Intellisense Madness

by @ 11:29 am. Filed under .NET, General, VB

So, in developing the architecture for a new Portal project that the 4 Guys are working on, we decided to be as nice to the future developers on the project as possible (aren’t we such sweethearts?) And part of being nice to a developer is giving him as much intellisense as possible in the code. Well, in trying to deliver this very nice feature to the developers, we decided that function parameters should have intellisense as well, whenever possible. And here is the method we came up with for providing this.
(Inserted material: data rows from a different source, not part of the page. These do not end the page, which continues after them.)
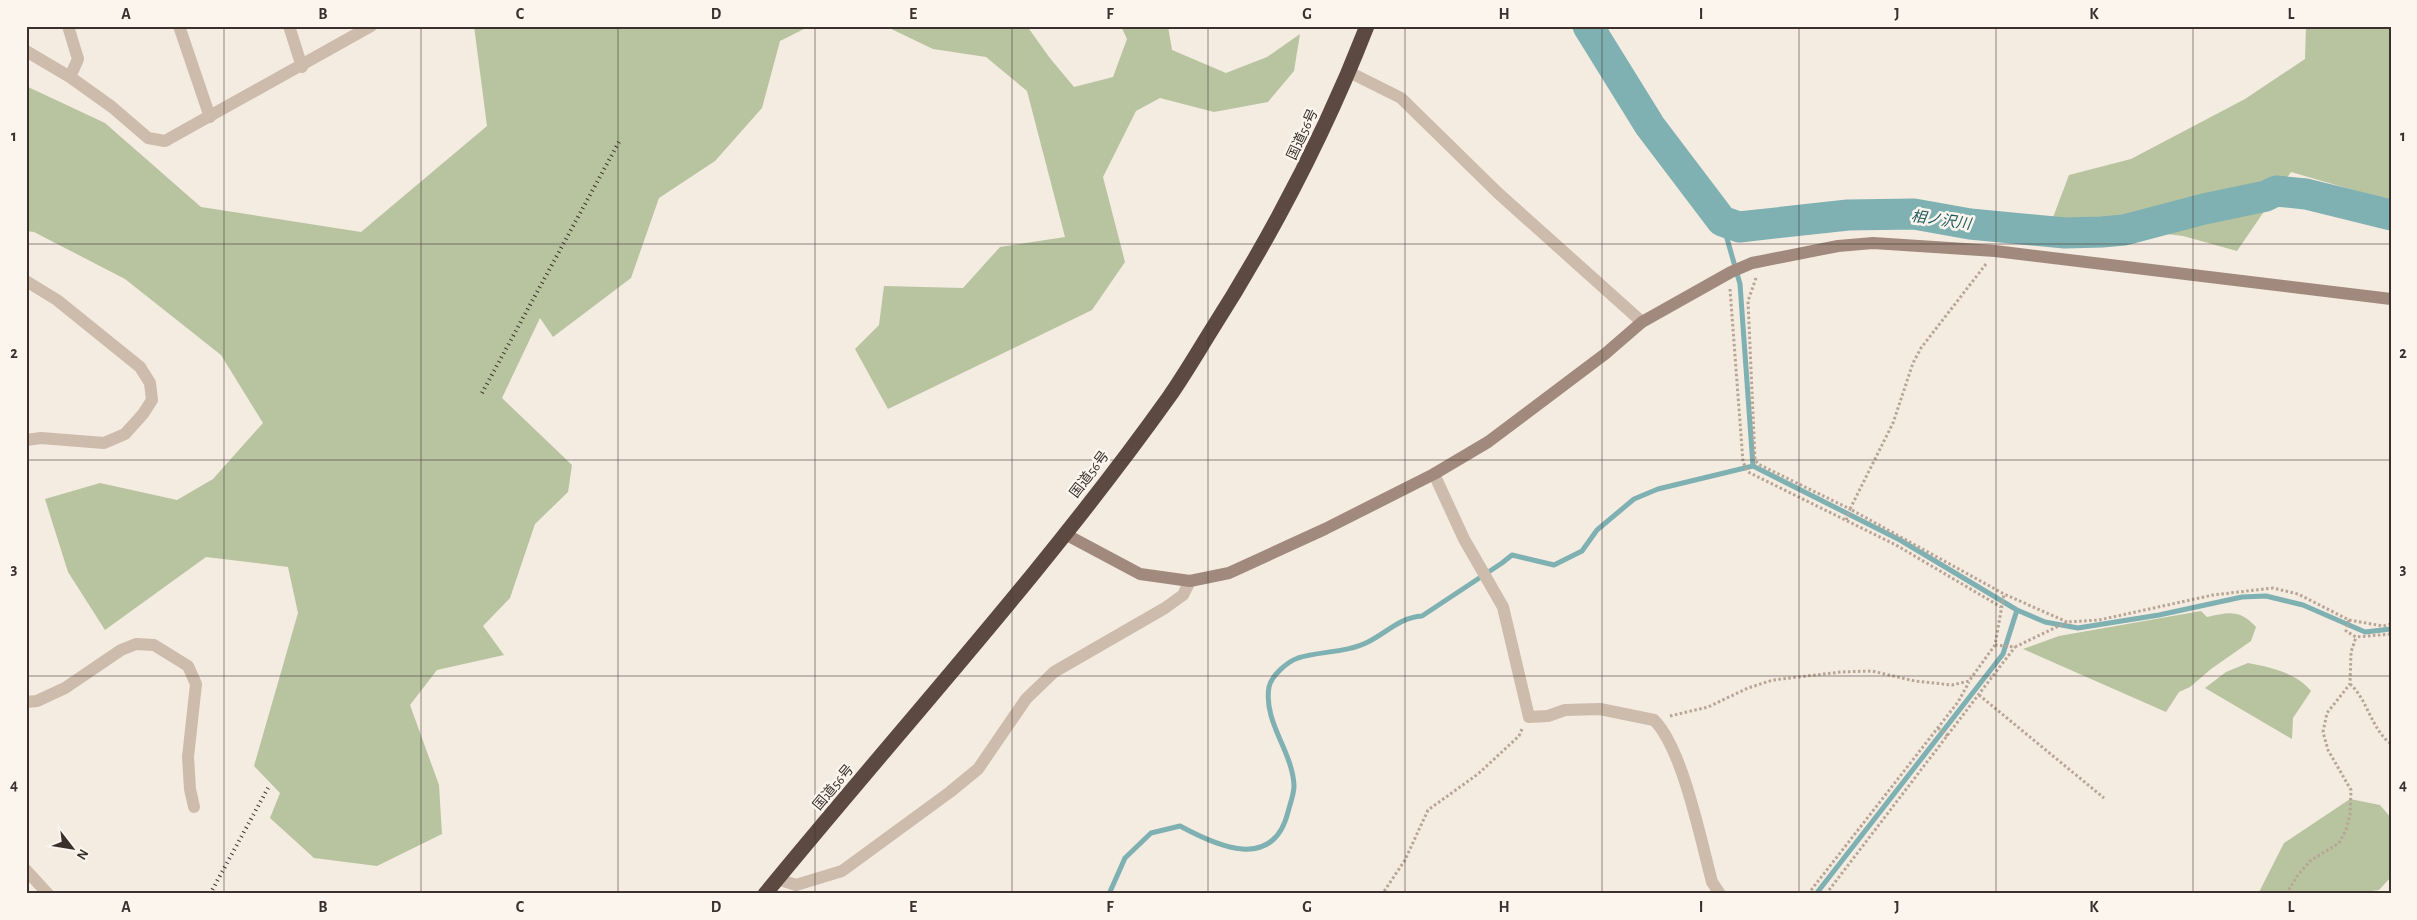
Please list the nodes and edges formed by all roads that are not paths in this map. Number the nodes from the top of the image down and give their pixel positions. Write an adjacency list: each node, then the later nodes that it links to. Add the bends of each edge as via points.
1 (68, 26): 9 (street, via 78,59)
2 (179, 26): 10 (street)
3 (289, 26): 7 (street)
4 (371, 26): 7 (street)
5 (1367, 26): 8 (highway, 国道56号)
6 (26, 51): 9 (street)
7 (302, 67): 10 (street)
8 (1349, 72): 13 (street, via 1401,98 1498,193); 16 (highway, 国道56号, via 1300,176 1239,287 1169,396)
9 (70, 77): 10 (street, via 148,138 165,141)
10 (210, 117)
11 (26, 281): 14 (street, via 57,300 140,367 150,383 152,400 125,434 104,443 41,438)
12 (2391, 299): 13 (street, via 1995,251 1873,243 1838,246 1756,262 1727,274)
13 (1642, 322): 15 (street, via 1488,442)
14 (26, 440)
15 (1434, 474): 17 (street, via 1270,556 1229,573); 24 (street, via 1464,539 1503,607 1529,717 1548,716 1565,710 1600,709 1654,720 1671,747 1689,795 1712,882)
16 (1065, 534): 17 (street, via 1140,574); 21 (highway, 国道56号)
17 (1190, 581): 21 (street, via 1183,595 1165,608 1054,672 1026,699 978,769 842,871 796,884)
18 (26, 702): 19 (street, via 37,701 65,688 121,650 136,644 154,645 188,666 196,684 188,757)
19 (194, 807)
20 (26, 870): 22 (street)
21 (777, 879): 23 (highway, 国道56号)
22 (48, 894)
23 (765, 894)
24 (1720, 894)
Our question becomes, is there a better method out there?


‘An enumeration of the names of the various User Controls
Friend Enum UCName As Integer
    UCHeader = 1
    UCFooter = 2
    UCLogin = 3
    Temp = -99
End Enum

Friend Function GetUserControl(ByVal Name As UCName) As UserControl
‘Returns a UserControl based on the Name passed in to the function.
    Try
        Return CType(LoadControl(GetUCPath(Name)), UserControl)
    Catch ex As Exception
        Throw
    End Try
End Function

Friend Function GetUCPath(ByVal Name As UCName) As String
    Try
        Select Case
Name
            Case UCName.Temp
                Return “~Temp.ascx”
            Case UCName.UCFooter
                Return“~BaseUserControlsUCFooter.ascx”
            Case UCName.UCHeader
                Return“~BaseUserControlsUCHeader.ascx”
            Case UCName.UCLogin
                Return “~BaseUserControlsUCLogin.ascx”
        End Select
    Catch ex As Exception
        Throw
    End Try
End Function


So, if a developer wishes to load a particular UserControl from anywhere else in the project, the can just call the function GetUserControl like this.
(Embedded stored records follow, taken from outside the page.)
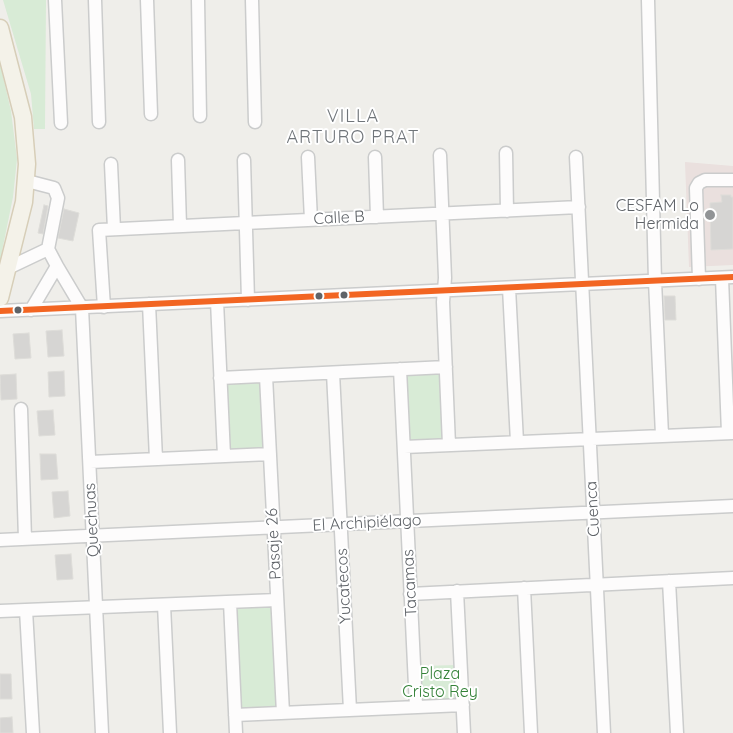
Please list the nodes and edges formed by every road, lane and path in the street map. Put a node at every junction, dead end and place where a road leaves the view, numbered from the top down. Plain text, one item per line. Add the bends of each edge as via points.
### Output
1 (55, 0) edge
2 (95, 0) edge
3 (146, 0) edge
4 (198, 0) edge
5 (252, 0) edge
6 (648, 0) edge
7 (0, 28) edge
8 (151, 114) dead end
9 (200, 116) dead end
10 (100, 122) dead end
11 (255, 122) dead end
12 (61, 123) dead end
13 (506, 154) dead end
14 (440, 155) dead end
15 (308, 157) dead end
16 (576, 157) dead end
17 (375, 158) dead end
18 (178, 160) dead end
19 (244, 160) dead end
20 (111, 164) dead end
21 (733, 180) edge
22 (27, 181) junction
23 (579, 207) junction
24 (508, 211) junction
25 (442, 214) junction
26 (377, 217) junction
27 (311, 220) junction
28 (246, 223) junction
29 (180, 226) junction
30 (114, 229) junction
31 (48, 248) junction
32 (56, 266) junction
33 (8, 268) junction
34 (728, 278) edge
35 (699, 279) junction
36 (655, 281) junction
37 (582, 284) junction
38 (509, 288) junction
39 (444, 291) junction
40 (0, 298) edge
41 (248, 300) junction
42 (217, 301) junction
43 (149, 304) junction
44 (104, 307) junction
45 (82, 308) junction
46 (31, 310) junction
47 (0, 312) edge
48 (729, 353) edge
49 (446, 367) junction
50 (400, 369) junction
51 (333, 373) junction
52 (266, 376) junction
53 (220, 378) junction
54 (21, 409) dead end
55 (730, 433) edge
56 (662, 435) junction
57 (590, 438) junction
58 (517, 442) junction
59 (449, 445) junction
60 (404, 447) junction
61 (270, 454) junction
62 (224, 456) junction
63 (156, 459) junction
64 (90, 462) junction
65 (733, 506) edge
66 (593, 512) junction
67 (407, 521) junction
68 (341, 524) junction
69 (274, 527) junction
70 (93, 535) junction
71 (25, 538) junction
72 (0, 540) edge
73 (733, 578) edge
74 (670, 581) junction
75 (597, 585) junction
76 (524, 588) junction
77 (457, 591) junction
78 (410, 594) junction
79 (277, 600) junction
80 (230, 602) junction
81 (164, 605) junction
82 (96, 607) junction
83 (26, 610) junction
84 (0, 611) edge
85 (462, 705) junction
86 (416, 707) junction
87 (350, 710) junction
88 (283, 713) junction
89 (235, 715) junction
90 (32, 733) edge
91 (102, 733) edge
92 (170, 733) edge
93 (236, 733) edge
94 (464, 733) edge
95 (531, 733) edge
96 (604, 733) edge
97 (677, 733) edge

1 - 12 street
2 - 10 street
3 - 8 street
4 - 9 street
5 - 11 street
6 - 36 street
7 - 22 main road via 23,117
13 - 24 street
14 - 25 street
15 - 27 street
16 - 23 street, Cuenca
17 - 26 street
18 - 29 street
19 - 28 street
20 - 30 street
21 - 35 street via 705,180 696,188
22 - 31 street via 54,188 58,198
22 - 33 main road
23 - 24 street, Calle B
23 - 37 street, Cuenca
24 - 25 street, Calle B
25 - 26 street, Calle B
25 - 39 street
26 - 27 street, Calle B
27 - 28 street, Calle B
28 - 29 street, Calle B
28 - 41 street
29 - 30 street, Calle B
30 - 44 street, Calle B via 99,230
31 - 32 street
31 - 33 street
32 - 45 street
32 - 46 street
33 - 40 main road
34 - 35 street
34 - 48 street
35 - 36 street
36 - 37 street
36 - 56 street
37 - 38 street
37 - 57 street, Cuenca
38 - 39 street
38 - 58 street
39 - 41 street
39 - 49 street
41 - 42 street
42 - 43 street
42 - 53 street
43 - 44 street
43 - 63 street
44 - 45 street
45 - 46 street
45 - 64 street, Quechuas
46 - 47 street
48 - 55 street
49 - 50 street
49 - 59 street
50 - 51 street
50 - 60 street, Tacamas
51 - 52 street
51 - 68 street, Yucatecos
52 - 53 street
52 - 61 street, Pasaje 26
53 - 62 street
54 - 71 street
55 - 56 street
56 - 57 street
57 - 58 street
57 - 66 street, Cuenca
58 - 59 street
59 - 60 street
60 - 67 street, Tacamas
61 - 62 street
61 - 69 street, Pasaje 26
62 - 63 street
63 - 64 street
64 - 70 street, Quechuas
65 - 66 street, El Archipiélago
66 - 67 street, El Archipiélago
66 - 75 street, Cuenca
67 - 68 street, El Archipiélago
67 - 78 street, Tacamas
68 - 69 street, El Archipiélago
68 - 87 street, Yucatecos
69 - 70 street, El Archipiélago
69 - 79 street, Pasaje 26
70 - 71 street, El Archipiélago
70 - 82 street, Quechuas
71 - 72 street, El Archipiélago
73 - 74 street
74 - 75 street
74 - 97 street
75 - 76 street
75 - 96 street, Cuenca
76 - 77 street
76 - 95 street
77 - 78 street
77 - 85 street
78 - 86 street, Tacamas
79 - 80 street
79 - 88 street, Pasaje 26
80 - 81 street
80 - 89 street
81 - 82 street
81 - 92 street
82 - 83 street
82 - 91 street, Quechuas
83 - 84 street
83 - 90 street
85 - 86 street
85 - 94 street
86 - 87 street
87 - 88 street
88 - 89 street
89 - 93 street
Dim lnkFooter As New UCFooter
lnkError = CType(GetUserControl(UCName.UCFooter), UCFooter)

No need for the developer to remember the path for every user control, (no need for the developer to even remember what user controls are available since they can just scroll thru the Enum to see what exists). So what do you think? Is this a good practice and worth the extra overhead and work to provide this intellisense or is there a better method out there?